▶ **TASK STATEMENT**
Nothing but the records, transcribed verbatim and stripped of images, should appear in the answer.
══ RECORDS FOR THE TASK
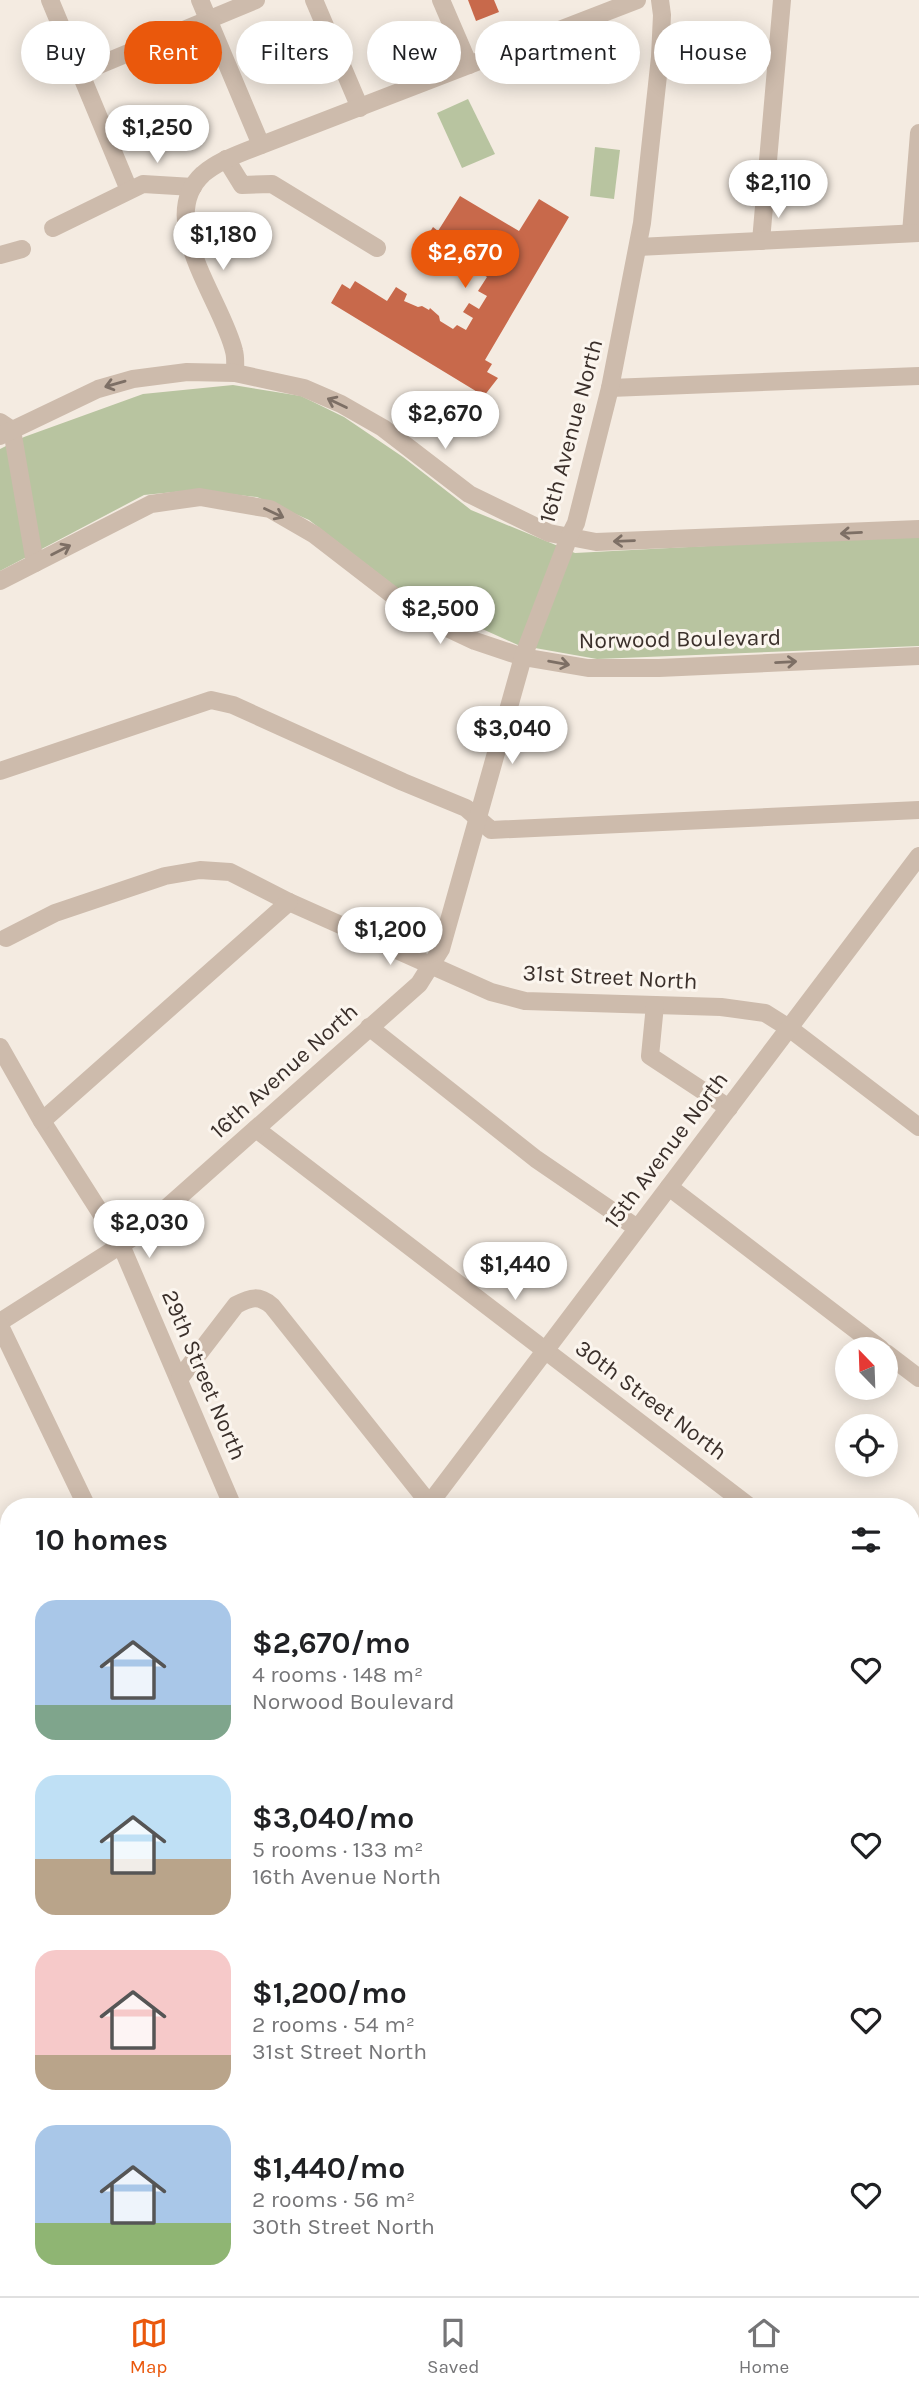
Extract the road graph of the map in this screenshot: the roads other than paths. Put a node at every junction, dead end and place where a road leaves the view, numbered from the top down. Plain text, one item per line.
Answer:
1 (50, 0) edge
2 (200, 0) edge
3 (256, 0) edge
4 (314, 0) edge
5 (441, 0) edge
6 (637, 0) edge
7 (660, 0) edge
8 (782, 0) edge
9 (208, 20) junction
10 (59, 21) edge
11 (110, 61) edge
12 (469, 65) junction
13 (85, 84) edge
14 (360, 108) junction
15 (919, 133) edge
16 (261, 145) junction
17 (221, 162) junction
18 (193, 187) junction
19 (129, 190) junction
20 (53, 228) dead end
21 (915, 233) edge
22 (761, 241) junction
23 (638, 247) junction
24 (377, 248) dead end
25 (22, 249) dead end
26 (0, 254) edge
27 (235, 373) junction
28 (919, 376) edge
29 (610, 388) junction
30 (4, 429) edge
31 (919, 529) edge
32 (569, 537) junction
33 (35, 564) junction
34 (0, 581) edge
35 (919, 656) edge
36 (523, 657) junction
37 (0, 771) edge
38 (919, 810) edge
39 (477, 818) junction
40 (917, 862) edge
41 (289, 902) junction
42 (2, 939) edge
43 (431, 964) junction
44 (655, 1005) junction
45 (369, 1027) junction
46 (789, 1028) junction
47 (0, 1046) edge
48 (729, 1108) junction
49 (42, 1121) junction
50 (919, 1127) edge
51 (256, 1129) junction
52 (669, 1187) junction
53 (638, 1228) junction
54 (121, 1245) junction
55 (0, 1324) edge
56 (865, 1337) edge
57 (545, 1350) junction
58 (898, 1362) edge
59 (180, 1378) junction
60 (919, 1378) edge
61 (83, 1498) edge
62 (229, 1498) edge
63 (424, 1498) edge
64 (435, 1498) edge
65 (738, 1498) edge

1 - 10 street
2 - 9 street
3 - 9 street
4 - 14 street
5 - 12 street
6 - 12 street
7 - 23 street, 16th Avenue North
8 - 22 street
9 - 11 street
9 - 16 street
12 - 14 street
13 - 19 street
14 - 16 street
15 - 21 street
16 - 17 street
17 - 18 street
17 - 24 street
18 - 19 street
18 - 27 street
19 - 20 street
21 - 22 street
22 - 23 street
23 - 29 street, 16th Avenue North
25 - 26 street
27 -> 30 street
32 -> 27 street
28 - 29 street
29 - 32 street, 16th Avenue North
30 - 33 street
31 -> 32 street
32 - 36 street, 16th Avenue North
33 - 34 street, Norwood Boulevard
33 -> 36 street, Norwood Boulevard
36 -> 35 street, Norwood Boulevard
36 - 39 street, 16th Avenue North
37 - 39 street
38 - 39 street
39 - 43 street, 16th Avenue North
40 - 46 street, 15th Avenue North
41 - 42 street, 31st Street North
41 - 43 street, 31st Street North
41 - 49 street
43 - 44 street, 31st Street North
43 - 45 street, 16th Avenue North
44 - 46 street, 31st Street North
44 - 48 street
45 - 51 street, 16th Avenue North
45 - 53 street
46 - 48 street, 15th Avenue North
46 - 50 street, 31st Street North
47 - 49 street, 29th Street North
48 - 52 street, 15th Avenue North
49 - 54 street, 29th Street North
51 - 54 street, 16th Avenue North
51 - 57 street, 30th Street North
52 - 53 street, 15th Avenue North
52 - 56 street
53 - 57 street, 15th Avenue North
54 - 55 street, 16th Avenue North
54 - 59 street, 29th Street North
55 - 61 street
57 - 64 street, 15th Avenue North
57 - 65 street, 30th Street North
58 - 60 street
59 - 62 street, 29th Street North
59 - 63 street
════
▶ **RESPONSE TO THIS EXERCISE**
Extract the road graph of the map in this screenshot: the roads other than paths. Put a node at every junction, dead end and place where a road leaves the view, numbered from the top down. Plain text, one item per line.
Answer:
1 (50, 0) edge
2 (200, 0) edge
3 (256, 0) edge
4 (314, 0) edge
5 (441, 0) edge
6 (637, 0) edge
7 (660, 0) edge
8 (782, 0) edge
9 (208, 20) junction
10 (59, 21) edge
11 (110, 61) edge
12 (469, 65) junction
13 (85, 84) edge
14 (360, 108) junction
15 (919, 133) edge
16 (261, 145) junction
17 (221, 162) junction
18 (193, 187) junction
19 (129, 190) junction
20 (53, 228) dead end
21 (915, 233) edge
22 (761, 241) junction
23 (638, 247) junction
24 (377, 248) dead end
25 (22, 249) dead end
26 (0, 254) edge
27 (235, 373) junction
28 (919, 376) edge
29 (610, 388) junction
30 (4, 429) edge
31 (919, 529) edge
32 (569, 537) junction
33 (35, 564) junction
34 (0, 581) edge
35 (919, 656) edge
36 (523, 657) junction
37 (0, 771) edge
38 (919, 810) edge
39 (477, 818) junction
40 (917, 862) edge
41 (289, 902) junction
42 (2, 939) edge
43 (431, 964) junction
44 (655, 1005) junction
45 (369, 1027) junction
46 (789, 1028) junction
47 (0, 1046) edge
48 (729, 1108) junction
49 (42, 1121) junction
50 (919, 1127) edge
51 (256, 1129) junction
52 (669, 1187) junction
53 (638, 1228) junction
54 (121, 1245) junction
55 (0, 1324) edge
56 (865, 1337) edge
57 (545, 1350) junction
58 (898, 1362) edge
59 (180, 1378) junction
60 (919, 1378) edge
61 (83, 1498) edge
62 (229, 1498) edge
63 (424, 1498) edge
64 (435, 1498) edge
65 (738, 1498) edge

1 - 10 street
2 - 9 street
3 - 9 street
4 - 14 street
5 - 12 street
6 - 12 street
7 - 23 street, 16th Avenue North
8 - 22 street
9 - 11 street
9 - 16 street
12 - 14 street
13 - 19 street
14 - 16 street
15 - 21 street
16 - 17 street
17 - 18 street
17 - 24 street
18 - 19 street
18 - 27 street
19 - 20 street
21 - 22 street
22 - 23 street
23 - 29 street, 16th Avenue North
25 - 26 street
27 -> 30 street
32 -> 27 street
28 - 29 street
29 - 32 street, 16th Avenue North
30 - 33 street
31 -> 32 street
32 - 36 street, 16th Avenue North
33 - 34 street, Norwood Boulevard
33 -> 36 street, Norwood Boulevard
36 -> 35 street, Norwood Boulevard
36 - 39 street, 16th Avenue North
37 - 39 street
38 - 39 street
39 - 43 street, 16th Avenue North
40 - 46 street, 15th Avenue North
41 - 42 street, 31st Street North
41 - 43 street, 31st Street North
41 - 49 street
43 - 44 street, 31st Street North
43 - 45 street, 16th Avenue North
44 - 46 street, 31st Street North
44 - 48 street
45 - 51 street, 16th Avenue North
45 - 53 street
46 - 48 street, 15th Avenue North
46 - 50 street, 31st Street North
47 - 49 street, 29th Street North
48 - 52 street, 15th Avenue North
49 - 54 street, 29th Street North
51 - 54 street, 16th Avenue North
51 - 57 street, 30th Street North
52 - 53 street, 15th Avenue North
52 - 56 street
53 - 57 street, 15th Avenue North
54 - 55 street, 16th Avenue North
54 - 59 street, 29th Street North
55 - 61 street
57 - 64 street, 15th Avenue North
57 - 65 street, 30th Street North
58 - 60 street
59 - 62 street, 29th Street North
59 - 63 street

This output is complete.